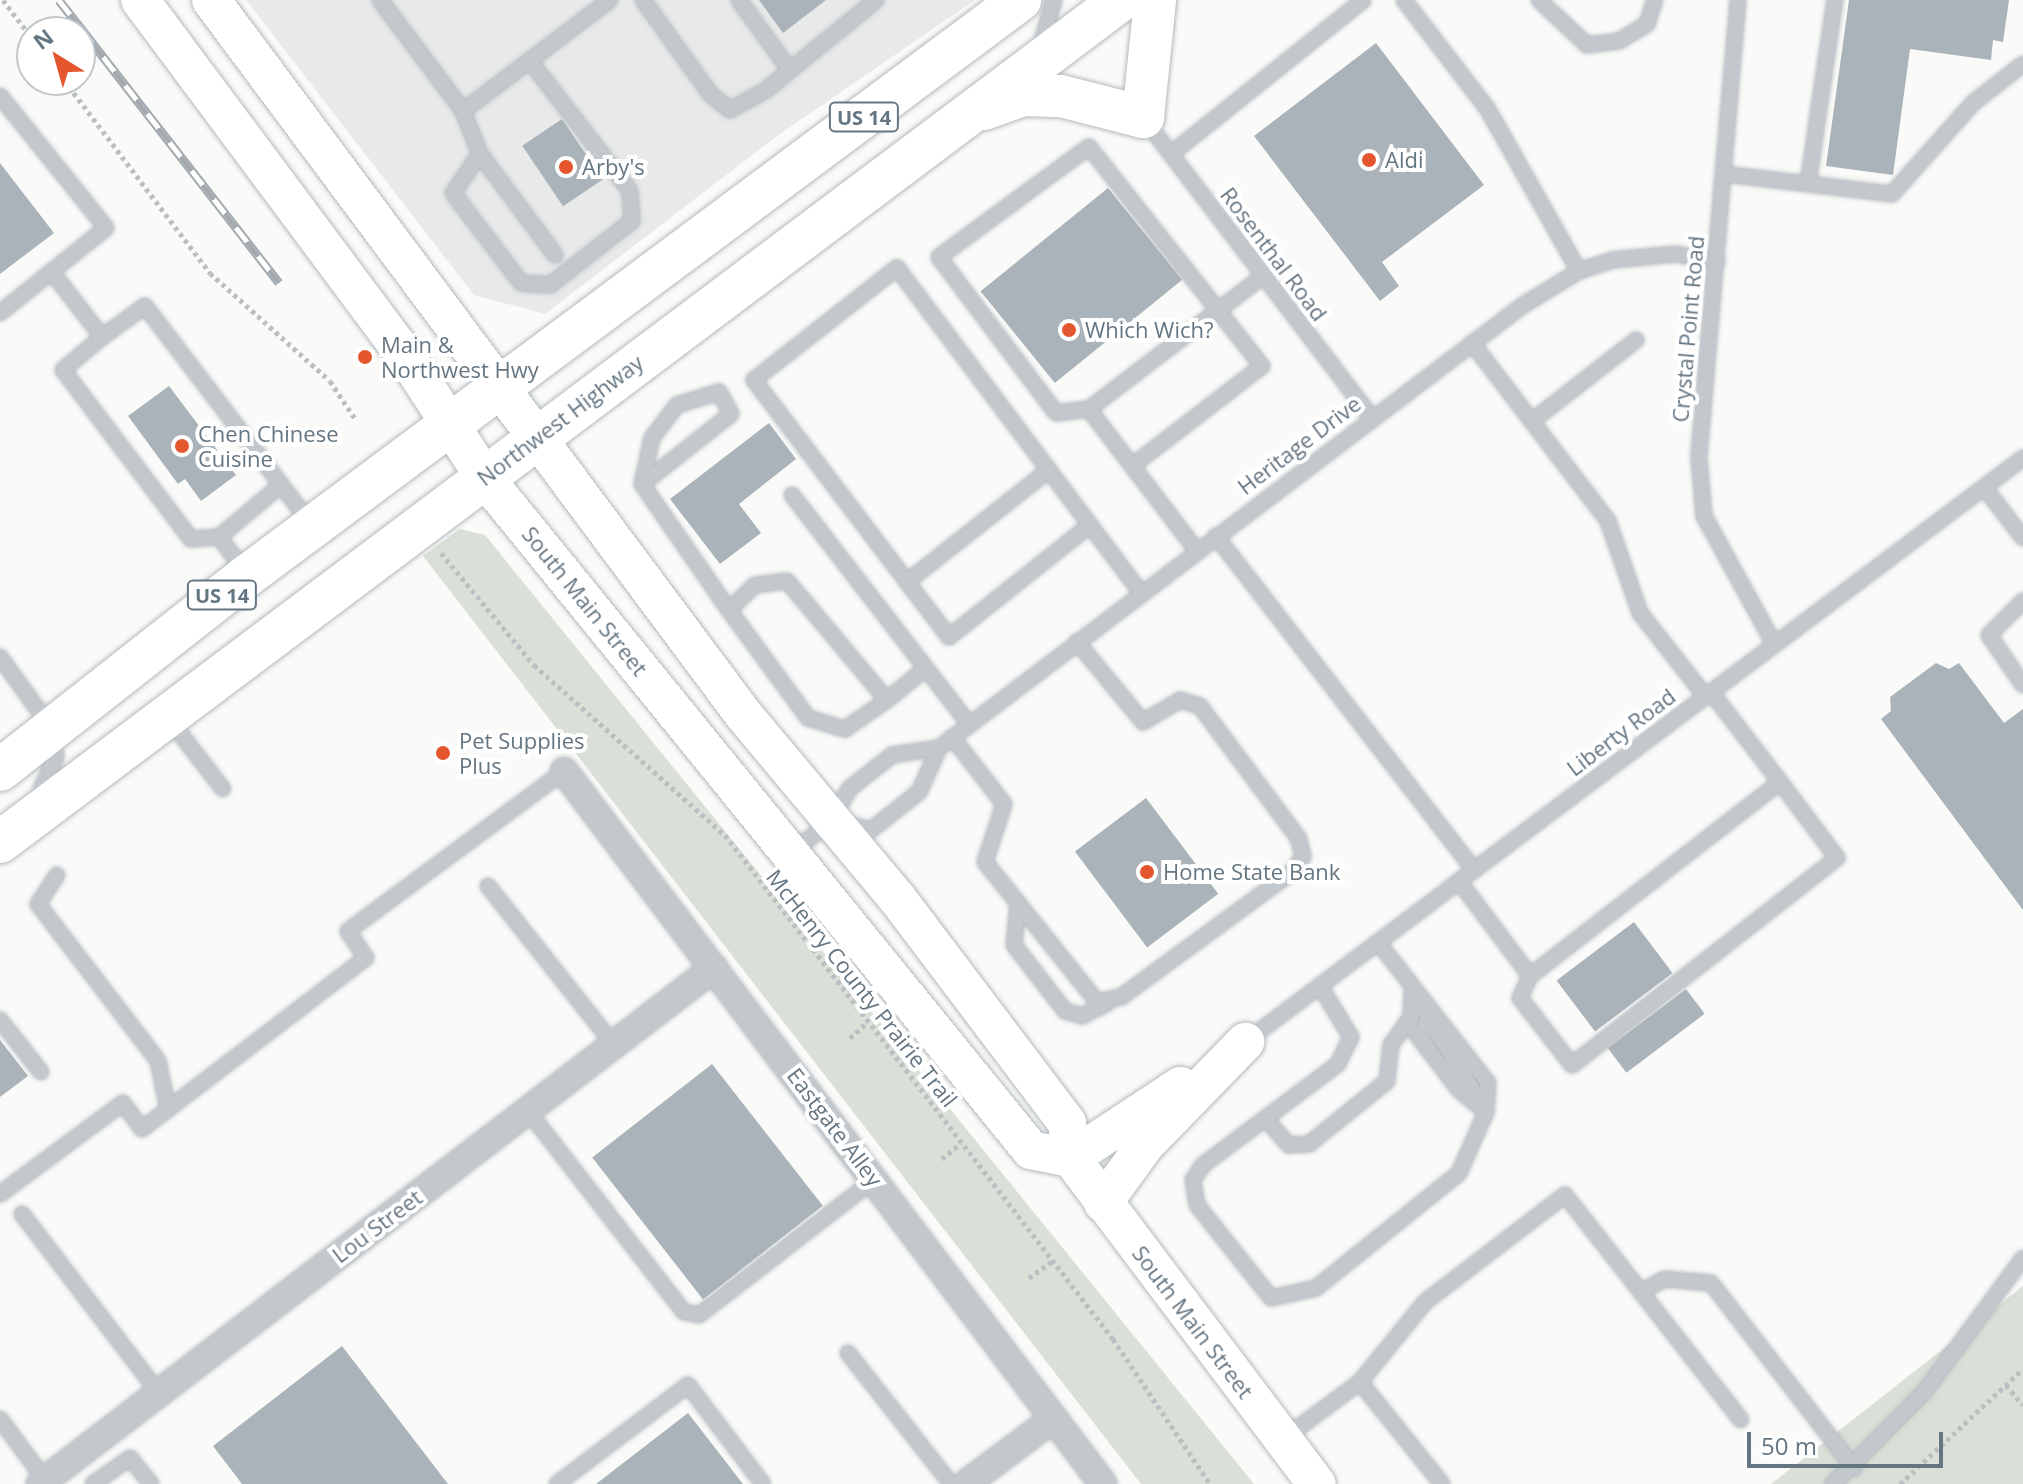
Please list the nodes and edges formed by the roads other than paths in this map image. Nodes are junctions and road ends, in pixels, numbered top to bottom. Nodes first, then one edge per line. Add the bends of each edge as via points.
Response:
1 (140, 0) edge
2 (211, 0) edge
3 (380, 0) edge
4 (610, 0) edge
5 (643, 0) edge
6 (739, 0) edge
7 (876, 0) edge
8 (1020, 0) edge
9 (1054, 0) edge
10 (1121, 0) edge
11 (1155, 0) edge
12 (1363, 0) edge
13 (1404, 0) edge
14 (1539, 0) edge
15 (1655, 0) edge
16 (1738, 0) edge
17 (1835, 0) edge
18 (1036, 59) junction
19 (530, 61) junction
20 (2023, 64) edge
21 (789, 69) junction
22 (0, 96) edge
23 (463, 111) junction
24 (1143, 117) junction
25 (960, 118) junction
26 (480, 154) junction
27 (1171, 154) junction
28 (1724, 174) junction
29 (1808, 184) junction
30 (555, 255) dead end
31 (1717, 262) junction
32 (1579, 271) junction
33 (52, 272) junction
34 (1263, 276) junction
35 (1219, 309) junction
36 (0, 313) edge
37 (102, 337) junction
38 (1636, 340) dead end
39 (1472, 343) junction
40 (501, 387) junction
41 (1089, 409) junction
42 (1371, 417) junction
43 (1532, 421) junction
44 (449, 427) junction
45 (538, 438) junction
46 (2023, 458) edge
47 (1132, 466) junction
48 (1049, 470) junction
49 (484, 477) junction
50 (642, 484) junction
51 (281, 485) junction
52 (1984, 487) junction
53 (792, 495) dead end
54 (1090, 525) junction
55 (313, 527) junction
56 (1216, 536) junction
57 (219, 537) junction
58 (2023, 538) edge
59 (1197, 551) junction
60 (248, 575) junction
61 (907, 582) junction
62 (1141, 593) junction
63 (2023, 601) edge
64 (729, 610) junction
65 (1077, 642) junction
66 (1774, 644) junction
67 (0, 657) edge
68 (926, 668) junction
69 (2023, 685) edge
70 (1708, 694) junction
71 (887, 700) junction
72 (167, 715) junction
73 (969, 724) junction
74 (52, 729) junction
75 (952, 737) junction
76 (939, 748) junction
77 (0, 770) edge
78 (564, 771) joint
79 (1780, 782) junction
80 (223, 789) dead end
81 (832, 820) junction
82 (0, 840) edge
83 (791, 853) junction
84 (1474, 870) junction
85 (57, 875) dead end
86 (1459, 881) junction
87 (488, 886) dead end
88 (1018, 904) junction
89 (1378, 942) junction
90 (714, 968) junction
91 (1530, 976) junction
92 (1320, 986) junction
93 (1412, 990) junction
94 (1108, 1003) junction
95 (1409, 1019) junction
96 (0, 1020) edge
97 (1245, 1042) junction
98 (614, 1045) junction
99 (41, 1072) dead end
100 (168, 1109) junction
101 (528, 1111) junction
102 (1486, 1112) junction
103 (1266, 1119) junction
104 (1071, 1158) junction
105 (875, 1179) junction
106 (0, 1194) edge
107 (1103, 1203) junction
108 (22, 1214) dead end
109 (2023, 1258) edge
110 (1641, 1292) junction
111 (848, 1353) dead end
112 (1360, 1382) junction
113 (159, 1393) junction
114 (0, 1419) edge
115 (1053, 1419) junction
116 (1741, 1420) dead end
117 (1283, 1439) junction
118 (1854, 1468) junction
119 (43, 1482) edge
120 (93, 1484) edge
121 (151, 1484) edge
122 (557, 1484) edge
123 (763, 1484) edge
124 (951, 1484) edge
125 (966, 1484) edge
126 (1103, 1484) edge
127 (1317, 1484) edge
128 (1442, 1484) edge
129 (1833, 1484) edge

1 - 44 street, South Main Street via 411,364
2 - 40 street, South Main Street
3 - 23 lane
4 - 19 lane
5 - 21 lane via 711,95 730,110
6 - 21 lane
7 - 21 lane
8 - 40 main road, US 14
9 - 18 lane
10 - 18 main road, Northwest Highway / US 14
11 - 24 main road via 1143,55
12 - 27 lane
13 - 32 lane via 1487,108
14 - 15 lane via 1587,45 1619,41 1647,24
16 - 28 lane, Crystal Point Road
17 - 29 lane
18 - 25 main road, Northwest Highway / US 14
19 - 23 lane
19 - 26 lane via 630,191 632,221 550,285 521,283 453,193
20 - 29 lane via 1973,103 1892,194
22 - 33 lane via 106,228
23 - 26 lane
24 - 25 main road via 1061,96 1023,95
24 - 27 lane, Rosenthal Road
25 - 45 main road, Northwest Highway / US 14
26 - 30 lane
27 - 34 lane, Rosenthal Road
28 - 29 lane
28 - 31 lane, Crystal Point Road
31 - 32 lane, Heritage Drive via 1642,254
31 - 66 lane, Crystal Point Road via 1699,458 1704,516
32 - 39 lane, Heritage Drive
33 - 36 lane
33 - 37 lane
34 - 35 lane
34 - 42 lane, Rosenthal Road
35 - 41 lane
35 - 41 lane via 1089,147 939,257 1056,413
35 - 47 lane via 1262,366
37 - 51 lane via 145,306
37 - 57 lane via 63,370 191,539
38 - 43 lane
39 - 42 lane, Heritage Drive
39 - 43 lane
40 - 44 main road, US 14
40 - 45 street, South Main Street
41 - 47 lane
42 - 56 lane, Heritage Drive
43 - 70 lane via 1608,521 1640,613
44 - 49 street, South Main Street
44 - 55 main road, US 14
45 - 49 main road, Northwest Highway / US 14
45 - 81 street, South Main Street via 743,714
46 - 52 lane, Liberty Road
47 - 59 lane
48 - 54 lane
48 - 61 lane
48 - 61 lane via 897,268 754,380
49 - 72 main road, Northwest Highway / US 14
49 - 83 street, South Main Street
50 - 50 lane via 731,414 719,392 677,405 652,438
50 - 64 lane
51 - 55 lane
51 - 57 lane
52 - 58 lane
52 - 66 lane, Liberty Road
53 - 68 lane
54 - 61 lane via 949,637
54 - 62 lane
55 - 60 main road, US 14
56 - 59 lane, Heritage Drive
56 - 84 lane
57 - 60 lane
59 - 62 lane, Heritage Drive
60 - 74 main road, US 14
62 - 65 lane, Heritage Drive
63 - 69 lane via 1989,635
64 - 71 lane via 808,718 845,729
64 - 71 lane via 755,585 787,581
65 - 73 lane, Heritage Drive
65 - 94 lane via 1143,722 1180,700 1200,706 1299,839 1303,857 1292,872
66 - 70 lane, Liberty Road
67 - 74 lane
68 - 71 lane
68 - 73 lane
70 - 79 lane
70 - 84 lane, Liberty Road
72 - 80 lane
72 - 82 main road, Northwest Highway / US 14
73 - 75 lane, Heritage Drive
74 - 77 main road, US 14
74 - 82 lane via 52,776
75 - 76 lane, Heritage Drive
75 - 88 lane via 1004,804 985,862
76 - 81 lane via 892,755 849,789
76 - 81 lane, Heritage Drive via 919,792 871,830
78 - 90 street, Eastgate Alley
78 - 100 lane via 348,931 366,958
79 - 91 lane
79 - 91 lane via 1837,858 1572,1065 1520,998
81 - 83 lane
81 - 104 street, South Main Street via 1067,1123
83 - 104 street, South Main Street via 1031,1150
84 - 86 lane, Liberty Road
85 - 100 lane via 38,904 158,1061
86 - 89 lane, Liberty Road
86 - 91 lane
87 - 98 lane
88 - 94 lane via 1090,995
88 - 94 lane via 1014,945 1065,1011 1082,1016
89 - 92 lane, Liberty Road
89 - 93 lane
90 - 98 street, Lou Street
90 - 105 street, Eastgate Alley
92 - 97 lane, Liberty Road
92 - 103 lane via 1351,1037 1345,1053
93 - 95 lane
93 - 102 lane
95 - 102 lane via 1450,1079
95 - 103 lane via 1391,1045 1387,1081 1309,1144 1289,1145
96 - 99 lane
97 - 104 street
97 - 107 street via 1145,1145
98 - 101 street, Lou Street
100 - 106 lane via 142,1129 123,1103
101 - 105 lane via 684,1312 699,1315
101 - 113 street, Lou Street
102 - 103 lane via 1459,1173 1316,1288 1286,1300 1261,1287 1192,1190 1203,1165
104 - 107 street, South Main Street
105 - 115 street, Eastgate Alley
107 - 117 street, South Main Street
108 - 113 lane
109 - 118 lane via 1925,1391
110 - 112 lane via 1565,1195 1425,1302
110 - 116 lane
110 - 118 lane via 1664,1279 1711,1283
111 - 124 lane
112 - 117 lane
112 - 128 lane
113 - 119 street, Lou Street
114 - 119 lane
115 - 125 street
115 - 126 street, Eastgate Alley
117 - 127 street, South Main Street
118 - 129 lane
120 - 121 lane via 130,1458
122 - 123 lane via 688,1385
——
> Problem to solve:
Find every line above that contains the word "Eastgate", and return each one.

> Output for this exercise:
78 - 90 street, Eastgate Alley
90 - 105 street, Eastgate Alley
105 - 115 street, Eastgate Alley
115 - 126 street, Eastgate Alley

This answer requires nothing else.